*Problem requirements*:
Return each line of the data below exactly, omitting any pictures.

*Data*:
============

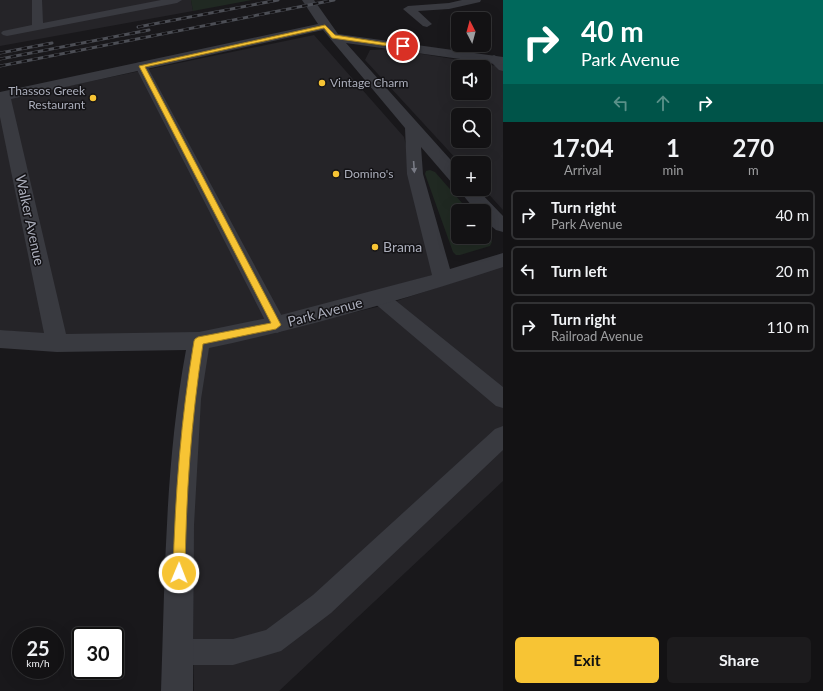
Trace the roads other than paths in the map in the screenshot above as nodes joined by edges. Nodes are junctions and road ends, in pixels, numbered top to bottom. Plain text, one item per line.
1 (37, 0) edge
2 (177, 0) edge
3 (308, 0) edge
4 (476, 0) edge
5 (427, 24) dead end
6 (38, 27) junction
7 (329, 31) junction
8 (7, 33) dead end
9 (500, 62) edge
10 (142, 66) junction
11 (2, 97) edge
12 (412, 128) junction
13 (451, 171) edge
14 (473, 196) edge
15 (503, 225) edge
16 (503, 260) edge
17 (443, 279) junction
18 (379, 297) junction
19 (276, 325) junction
20 (0, 339) edge
21 (198, 341) junction
22 (57, 343) junction
23 (503, 399) edge
24 (503, 436) edge
25 (178, 652) junction
26 (177, 691) edge

1 - 6 lane
2 - 6 lane
3 - 7 street
4 - 5 lane
6 - 8 lane
7 - 9 street
7 - 10 street
7 - 12 street
10 - 11 street
10 - 19 lane
11 - 22 street, Walker Avenue
12 - 13 street
12 -> 17 street
14 - 15 street
16 - 17 street, Park Avenue
17 - 18 street, Park Avenue
18 - 19 street, Park Avenue
18 - 23 lane
19 - 21 street, Park Avenue
20 - 22 street, Park Avenue
21 - 22 street, Park Avenue
21 - 25 street
24 - 25 lane
25 - 26 street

============

*Task output*:
Trace the roads other than paths in the map in the screenshot above as nodes joined by edges. Nodes are junctions and road ends, in pixels, numbered top to bottom. Plain text, one item per line.
1 (37, 0) edge
2 (177, 0) edge
3 (308, 0) edge
4 (476, 0) edge
5 (427, 24) dead end
6 (38, 27) junction
7 (329, 31) junction
8 (7, 33) dead end
9 (500, 62) edge
10 (142, 66) junction
11 (2, 97) edge
12 (412, 128) junction
13 (451, 171) edge
14 (473, 196) edge
15 (503, 225) edge
16 (503, 260) edge
17 (443, 279) junction
18 (379, 297) junction
19 (276, 325) junction
20 (0, 339) edge
21 (198, 341) junction
22 (57, 343) junction
23 (503, 399) edge
24 (503, 436) edge
25 (178, 652) junction
26 (177, 691) edge

1 - 6 lane
2 - 6 lane
3 - 7 street
4 - 5 lane
6 - 8 lane
7 - 9 street
7 - 10 street
7 - 12 street
10 - 11 street
10 - 19 lane
11 - 22 street, Walker Avenue
12 - 13 street
12 -> 17 street
14 - 15 street
16 - 17 street, Park Avenue
17 - 18 street, Park Avenue
18 - 19 street, Park Avenue
18 - 23 lane
19 - 21 street, Park Avenue
20 - 22 street, Park Avenue
21 - 22 street, Park Avenue
21 - 25 street
24 - 25 lane
25 - 26 street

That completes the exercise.